Opinión

¿Quién podrá defendernos?

 

El mensaje esquizofrénico del gobierno federal ante el desastre ecológico en Sonora por Grupo México, y ahora en el estado de Nuevo León la derrama al río San Juan gracias a Pemex, me lleva a pensar que son absolutamente incompetentes ante emergencias ecológicas o simple y llanamente entre sus prioridades políticas está proteger a toda costa industrias contaminantes.

Los comentarios del secretario de Medio Ambiente, Juan José Guerra Abud, reflejan esta esquizofrenia. El titular de la Semarnat pide con preocupación en una conferencia “no satanizar a la minería”, ya que “la mayoría de las empresas de esta industria operan respetando las normas ambientales” y que proporcionan muchos beneficios y empleos.

Si estos comentarios los pronunciara el secretario de Economía, uno entendería. Pero que provengan del secretario encargado de proteger el Medio Ambiente, está completamente fuera de lugar y crea una enorme sospecha de las verdaderas prioridades del secretario Guerra Abud.

No podían ser más desafortunados sus comentarios ya que después del desastre ocurrido en el río Sonora, donde –recordemos– el derrame del material tóxico ha dejado el agua de los río Sonora y Bacanuchi inadecuada para el consumo humano y animal, hay gente con lesiones por haber entrado en contacto con el agua contaminada y la fauna local está muriendo y los niños no han podido iniciar clases.

¿Soy injusta con el secretario? No

En menos de dos semanas de este desastre ambiental en el río Sonora, tres vagones de un tren perteneciente a Grupo México que transportaban 240 toneladas de ácido sulfúrico se descarriló a 70 kilómetros de Nogales y casi contamina otro río ¡Nada más y nada menos que en Sonora!
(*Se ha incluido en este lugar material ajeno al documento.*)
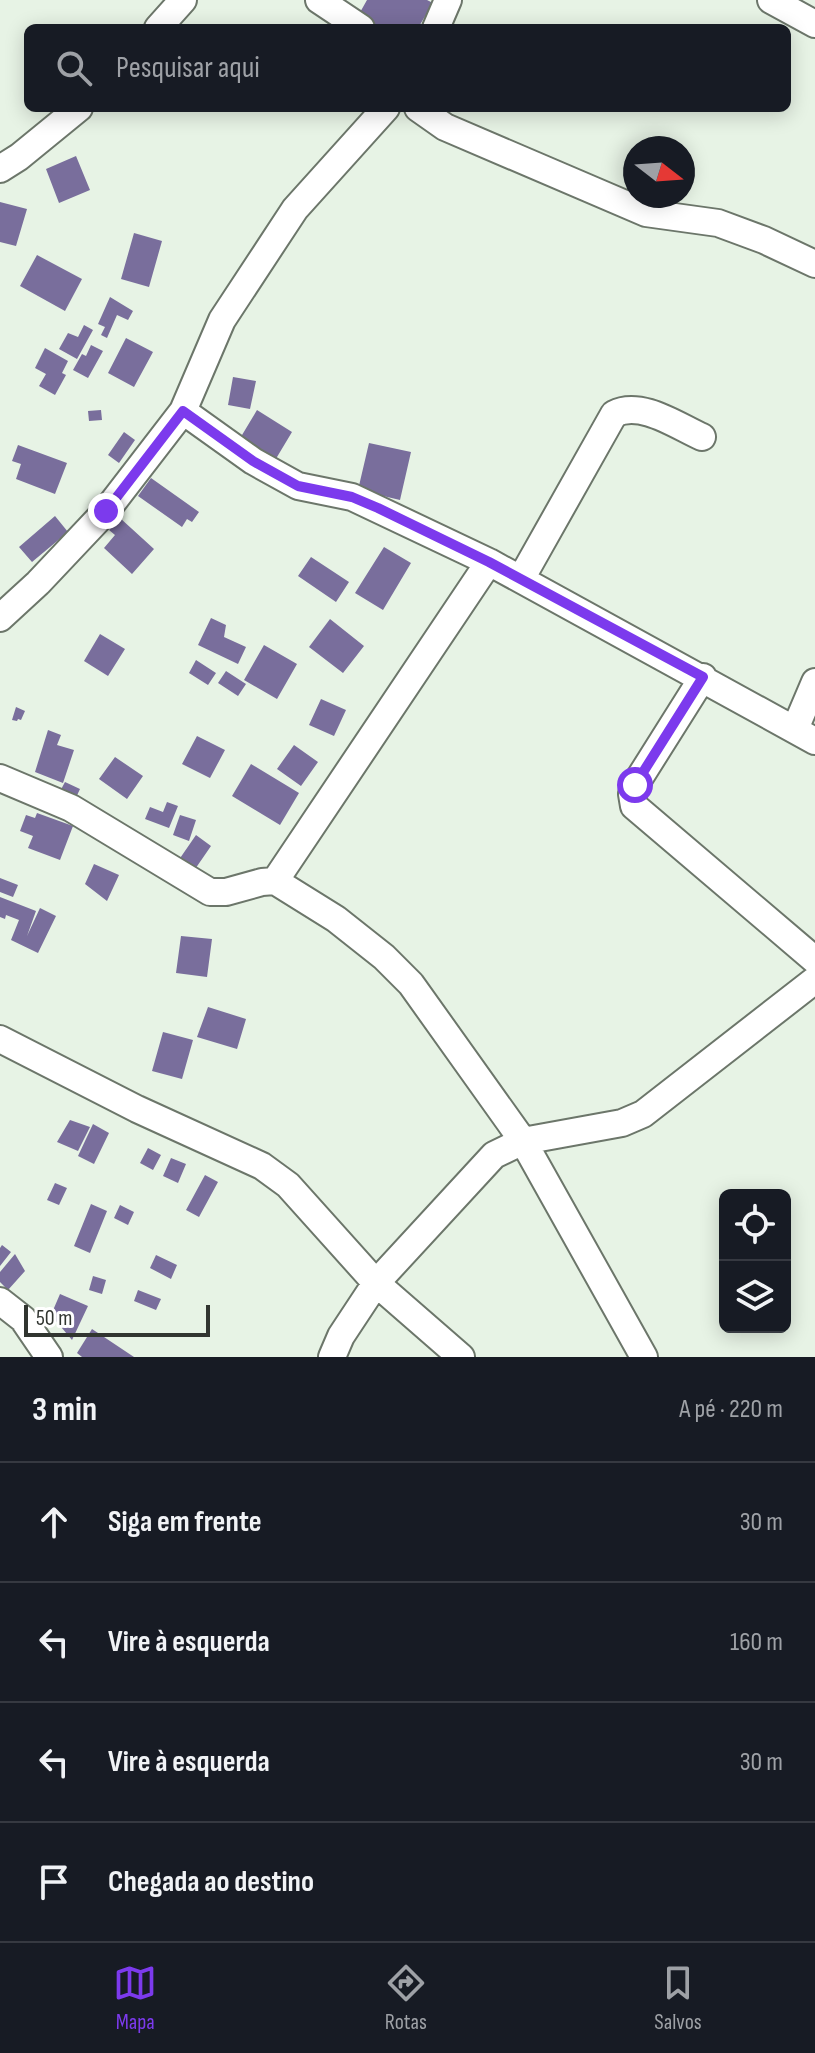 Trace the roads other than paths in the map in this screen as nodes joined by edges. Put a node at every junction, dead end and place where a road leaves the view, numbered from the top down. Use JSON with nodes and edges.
{"nodes":[{"id":1,"x":183,"y":0,"type":"edge"},
{"id":2,"x":319,"y":0,"type":"edge"},
{"id":3,"x":448,"y":0,"type":"edge"},
{"id":4,"x":771,"y":0,"type":"edge"},
{"id":5,"x":162,"y":24,"type":"edge"},
{"id":6,"x":355,"y":24,"type":"edge"},
{"id":7,"x":438,"y":24,"type":"edge"},
{"id":8,"x":815,"y":24,"type":"edge"},
{"id":9,"x":74,"y":112,"type":"edge"},
{"id":10,"x":382,"y":112,"type":"edge"},
{"id":11,"x":424,"y":112,"type":"edge"},
{"id":12,"x":0,"y":169,"type":"edge"},
{"id":13,"x":815,"y":264,"type":"edge"},
{"id":14,"x":183,"y":411,"type":"junction"},
{"id":15,"x":702,"y":437,"type":"dead end"},
{"id":16,"x":489,"y":562,"type":"junction"},
{"id":17,"x":521,"y":579,"type":"junction"},
{"id":18,"x":0,"y":618,"type":"edge"},
{"id":19,"x":703,"y":677,"type":"junction"},
{"id":20,"x":815,"y":682,"type":"edge"},
{"id":21,"x":805,"y":735,"type":"edge"},
{"id":22,"x":0,"y":778,"type":"edge"},
{"id":23,"x":275,"y":881,"type":"junction"},
{"id":24,"x":815,"y":960,"type":"edge"},
{"id":25,"x":815,"y":980,"type":"edge"},
{"id":26,"x":0,"y":1039,"type":"edge"},
{"id":27,"x":523,"y":1141,"type":"junction"},
{"id":28,"x":376,"y":1283,"type":"junction"},
{"id":29,"x":0,"y":1301,"type":"edge"},
{"id":30,"x":49,"y":1357,"type":"edge"},
{"id":31,"x":332,"y":1357,"type":"edge"},
{"id":32,"x":461,"y":1357,"type":"edge"},
{"id":33,"x":644,"y":1357,"type":"edge"}],
"edges":[{"from":1,"to":5,"type":"street"},
{"from":2,"to":6,"type":"street"},
{"from":3,"to":7,"type":"street"},
{"from":4,"to":8,"type":"street"},
{"from":9,"to":12,"type":"street"},
{"from":10,"to":14,"type":"street"},
{"from":11,"to":13,"type":"street"},
{"from":14,"to":16,"type":"street"},
{"from":14,"to":18,"type":"street"},
{"from":15,"to":17,"type":"street"},
{"from":16,"to":17,"type":"street"},
{"from":16,"to":23,"type":"street"},
{"from":17,"to":19,"type":"street"},
{"from":19,"to":21,"type":"street"},
{"from":19,"to":24,"type":"street"},
{"from":20,"to":21,"type":"street"},
{"from":22,"to":23,"type":"street"},
{"from":23,"to":27,"type":"street"},
{"from":25,"to":27,"type":"street"},
{"from":26,"to":28,"type":"street"},
{"from":27,"to":28,"type":"street"},
{"from":27,"to":33,"type":"street"},
{"from":28,"to":31,"type":"street"},
{"from":28,"to":32,"type":"street"},
{"from":29,"to":30,"type":"street"}]} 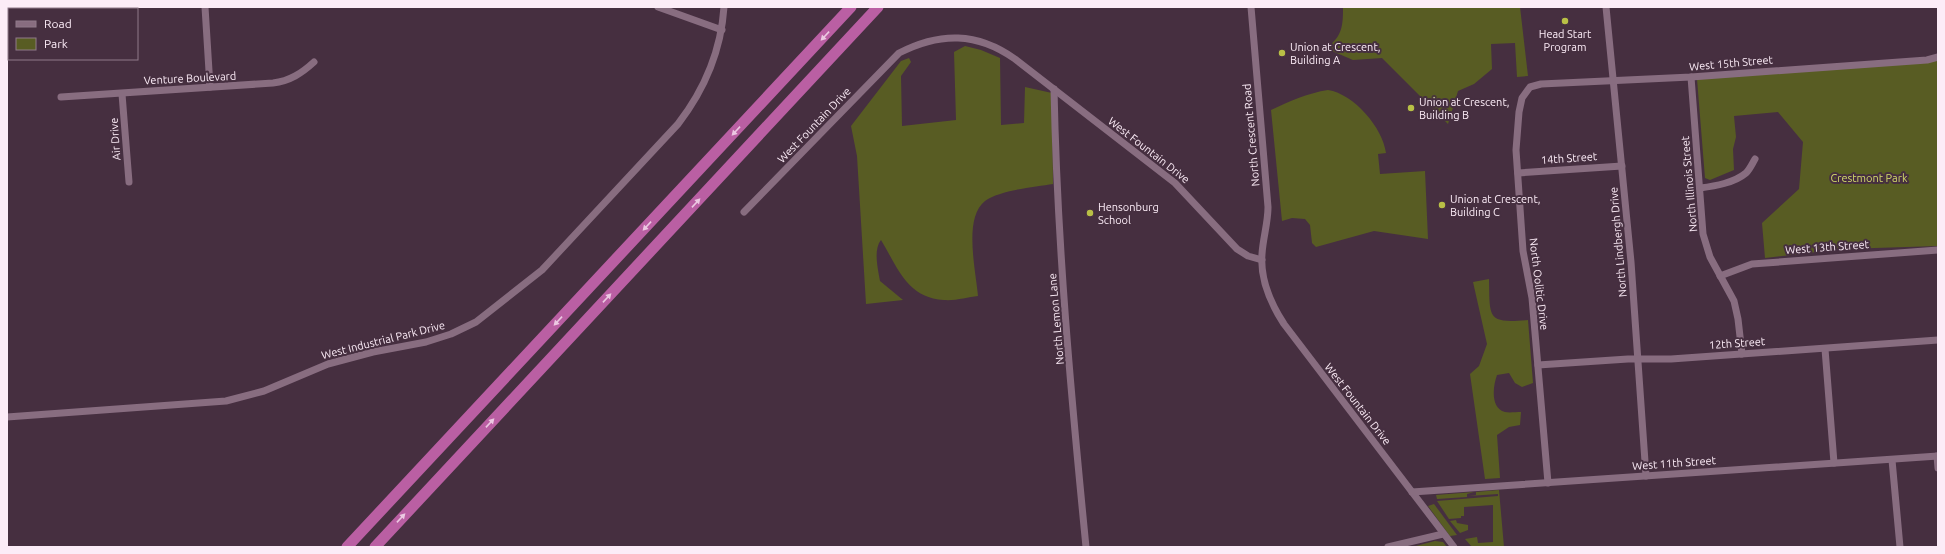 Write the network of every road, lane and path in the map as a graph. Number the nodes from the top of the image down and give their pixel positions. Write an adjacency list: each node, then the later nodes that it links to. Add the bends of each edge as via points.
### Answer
1 (205, 7): 13 (street)
2 (658, 7): 8 (street)
3 (724, 7): 8 (street, West Industrial Park Drive)
4 (851, 7): 41 (highway, one-way to 41)
5 (878, 7): 42 (highway, one-way to 5)
6 (1251, 7): 25 (street, North Crescent Road, via 1268,207)
7 (1606, 7): 12 (street, North Lindbergh Drive)
8 (722, 30): 32 (street, West Industrial Park Drive, via 712,68 678,124 542,270 465,328 426,342 335,362 305,372 264,391 232,400)
9 (1938, 57): 11 (street, West 15th Street, via 1927,60)
10 (314, 62): 13 (street, Venture Boulevard, via 301,74 284,82)
11 (1691, 77): 12 (street, West 15th Street); 22 (street, North Illinois Street)
12 (1614, 81): 15 (street, West 15th Street, via 1536,84); 19 (street, North Lindbergh Drive)
13 (210, 87): 16 (street, Venture Boulevard)
14 (1054, 89): 23 (street, West Fountain Drive, via 1015,59 987,43 943,38 918,44 891,59); 25 (street, West Fountain Drive, via 1176,183 1231,244 1248,256); 43 (street, North Lemon Lane, via 1060,232)
15 (1527, 90): 20 (street, North Oolitic Drive, via 1519,112 1516,150)
16 (122, 94): 17 (street, Venture Boulevard); 21 (street, Air Drive)
17 (61, 97)
18 (1755, 159): 22 (street, via 1746,173 1735,179)
19 (1622, 166): 20 (street, 14th Street); 30 (street, North Lindbergh Drive)
20 (1518, 173): 31 (street, North Oolitic Drive, via 1523,251 1531,293)
21 (129, 182)
22 (1700, 188): 26 (street, North Illinois Street, via 1704,234 1710,257)
23 (744, 212)
24 (1938, 250): 26 (street, West 13th Street, via 1752,264)
25 (1262, 260): 39 (street, West Fountain Drive, via 1269,296 1281,319)
26 (1720, 276): 29 (street, North Illinois Street, via 1734,300)
27 (1938, 340): 28 (street, 12th Street)
28 (1825, 349): 29 (street, 12th Street); 35 (street)
29 (1742, 354): 30 (street, 12th Street)
30 (1638, 360): 31 (street, 12th Street); 37 (street, North Lindbergh Drive)
31 (1538, 365): 38 (street, North Oolitic Drive)
32 (7, 418)
33 (1937, 456): 34 (street, West 11th Street); 36 (street)
34 (1892, 460): 35 (street, West 11th Street); 46 (street)
35 (1834, 463): 37 (street, West 11th Street)
36 (1938, 468)
37 (1646, 476): 38 (street, West 11th Street)
38 (1548, 483): 39 (street, West 11th Street)
39 (1412, 492): 40 (street, West Fountain Drive)
40 (1443, 534): 44 (street); 45 (street, West Fountain Drive)
41 (348, 547)
42 (375, 547)
43 (1086, 547)
44 (1388, 547)
45 (1454, 547)
46 (1900, 547) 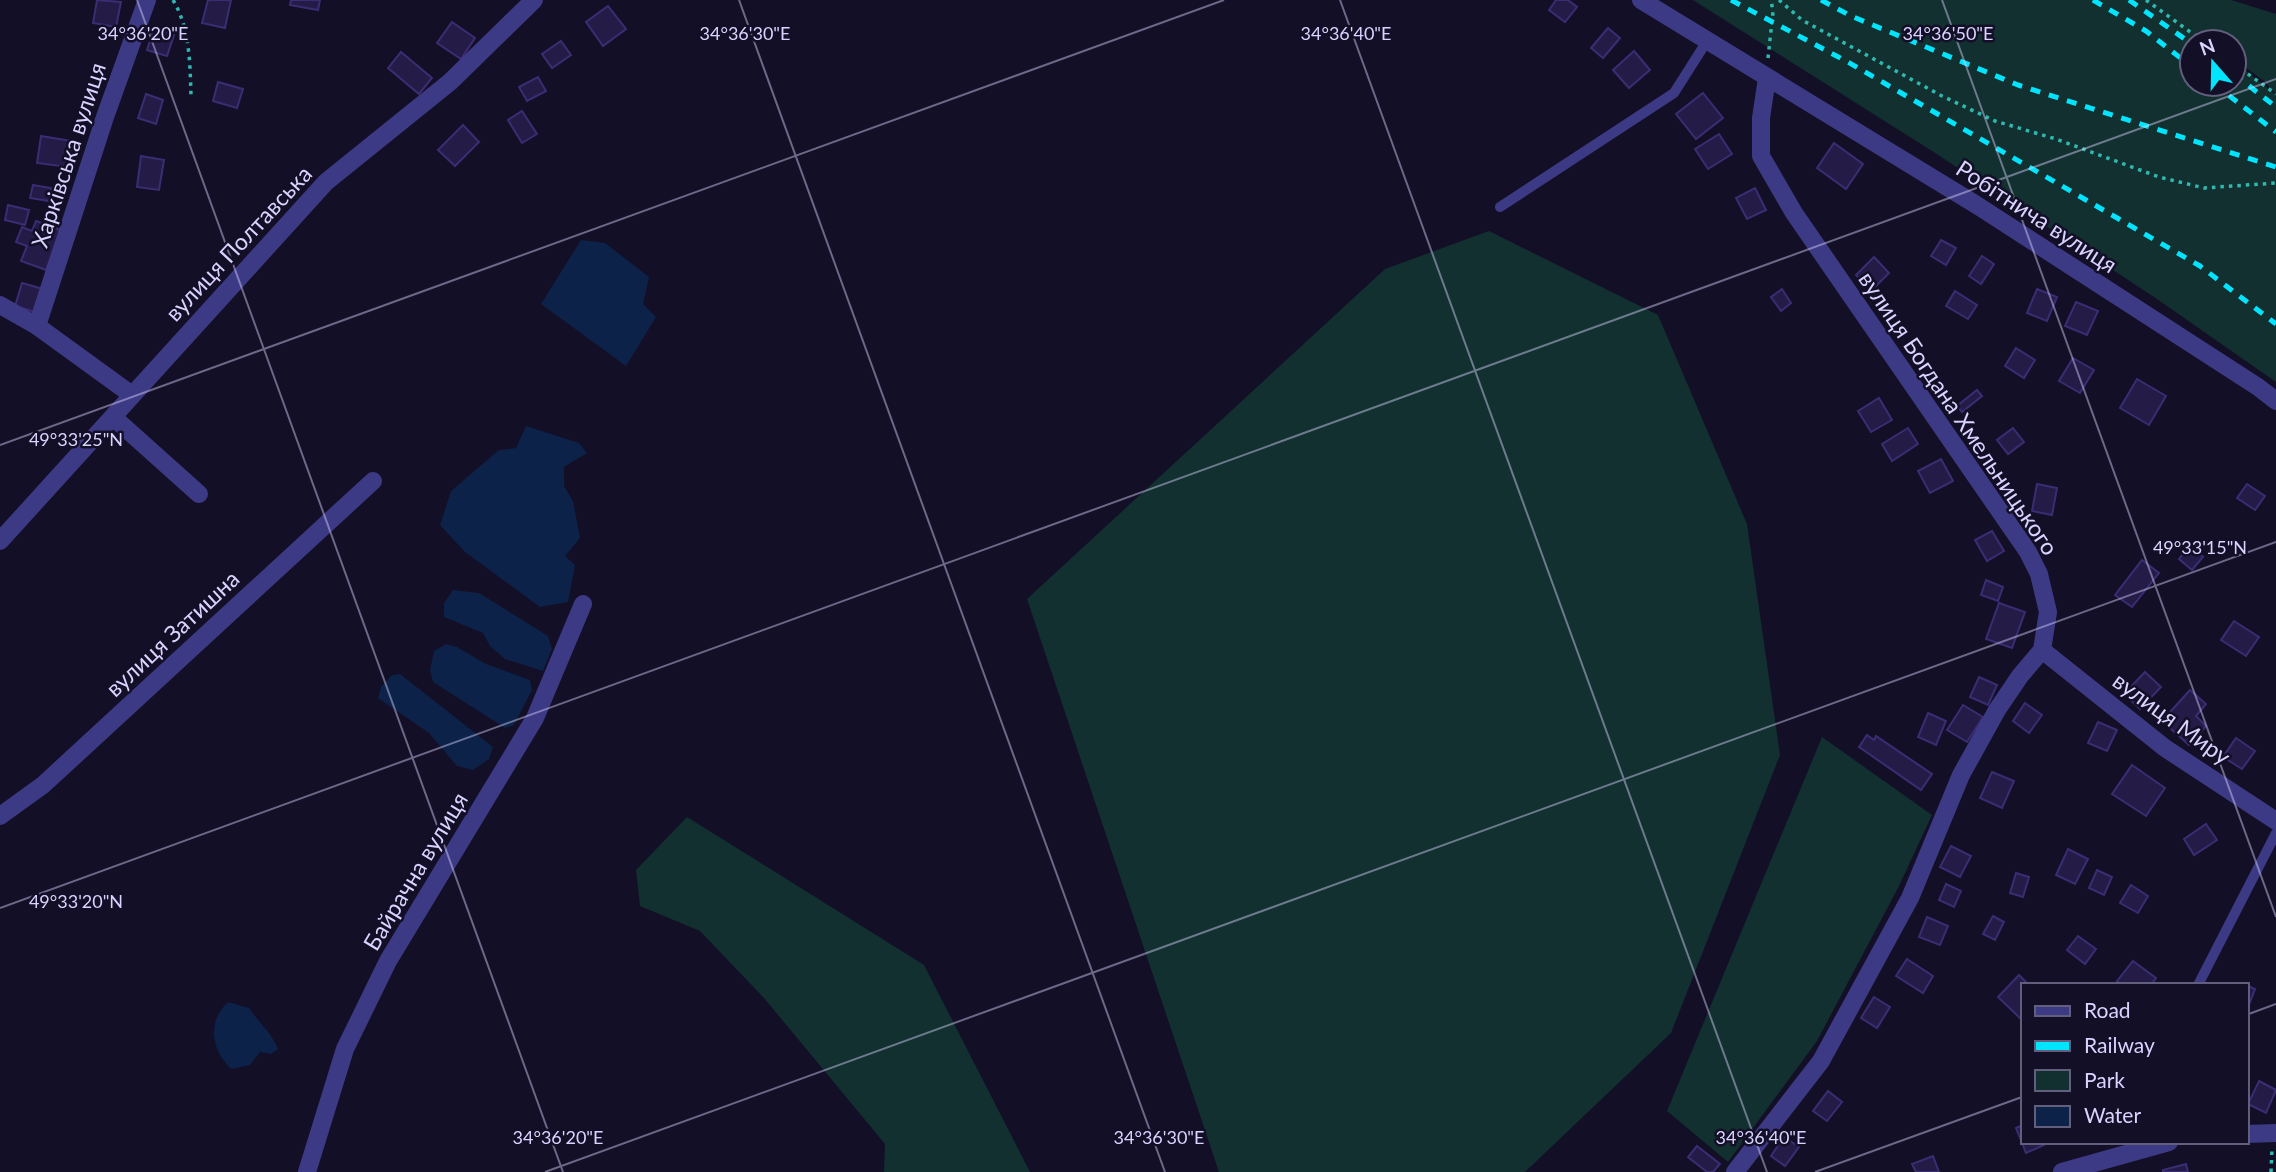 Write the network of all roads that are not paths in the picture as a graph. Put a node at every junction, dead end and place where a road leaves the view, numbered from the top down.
1 (147, 0) edge
2 (534, 0) edge
3 (1641, 0) edge
4 (1707, 41) junction
5 (1767, 78) junction
6 (1500, 206) dead end
7 (0, 305) edge
8 (37, 326) junction
9 (132, 395) junction
10 (2276, 401) edge
11 (113, 417) junction
12 (373, 481) dead end
13 (199, 494) dead end
14 (0, 541) edge
15 (583, 604) dead end
16 (2042, 650) junction
17 (0, 816) edge
18 (2276, 821) edge
19 (2276, 833) edge
20 (2199, 983) edge
21 (2276, 1133) edge
22 (2248, 1134) edge
23 (2160, 1144) edge
24 (307, 1172) edge
25 (1735, 1172) edge
26 (2062, 1172) edge

1 - 8 street, Харківська вулиця
2 - 9 street, вулиця Полтавська
3 - 4 street, Робітнича вулиця
4 - 5 street, Робітнича вулиця
4 - 6 lane
5 - 10 street, Робітнича вулиця
5 - 16 street, вулиця Богдана Хмельницького
7 - 8 street
8 - 9 street
9 - 11 street, вулиця Полтавська
11 - 13 street
11 - 14 street, вулиця Полтавська
12 - 17 street, вулиця Затишна
15 - 24 street, Байрачна вулиця
16 - 18 street, вулиця Миру
16 - 25 street
19 - 20 lane
21 - 22 street
23 - 26 street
No olvidemos que el 19 de febrero de 2006 ocurrió el desastre minero de Pasta de Conchos y que las minas eran operadas por Grupo México, donde una explosión de gas metano dejó atrapados a 65 mineros
–padres de familia, hijos y hermanos.

También hay que revisar el desplegado de Grupo México la semana pasada donde subraya cómo Buenavista del Cobre, la subsidiaria que contaminó con 40 mil metros cúbicos de substancias tóxicas como el sulfato de cobre acidulado, genera “nueve mil empleos directos” y “derrama económica en la zona de mil 100 millones de dólares anuales”. Esto se puede interpretar como un claro mensaje de la empresa ante una declaratoria de la Comisión Permanente de que había que considerar revocar la concesión de la minera. El desplegado también se puede interpretar como una amenaza…”se meten con nosotros y las consecuencias para la economía local serían catastróficas” nos quiso decir Grupo México.

Pero la responsabilidad del secretario de Medio Ambiente no es defender empresas, especialmente empresas que contaminan y afectan la salud de los mexicanos.

Comentarios condenatorios de la crisis y la negligencia de Grupo México se han escuchado de otros funcionarios, de la Conagua y de la Procuraduría Federal de la Protección al Medio Ambiente. De hecho empiezan las protestas en algunas partes de Sonora, incluyendo miembros del sindicato de mineros que bloquean acceso a la mina, asegurando que el desastre podía haberse evitado.

Pero el secretario, preocupado de que los medios de comunicación, legisladores y el público estemos criminalizando a la industria minera, sintió que era su responsabilidad defenderlos. ¡Vaya!

¿Alguien ha escuchado alguna declaración contundente de preocupación o de urgencia por parte del gobierno federal ante la fuga de petróleo crudo que se registró al sureste de la refinería de Pemex de Cadereyta, contaminando el río San Juan?

La población fue afectada y la Conagua expresó preocupación. ¿Pero no debería el secretario expresar públicamente y de manera contundente su rechazo y ofrecer investigar y asegurar que se castigue a la empresa contaminante, no importa que sea Pemex? ¿O acaso también estamos siendo injustos y tendría que venir el secretario de la Semarnat a expresar su preocupación por de la criminalización del sector petrolero?

Sugiero que la Semarnat, la Conagua y la Procuraduría del Medio Ambiente despierten ante la realidad de abrir el país a más empresas mineras y energéticas extranjeras y mexicanas, porque seguramente tendrán mucho más trabajo. Ojalá que ahora sí tengan claridad sobre a quién están defendiendo.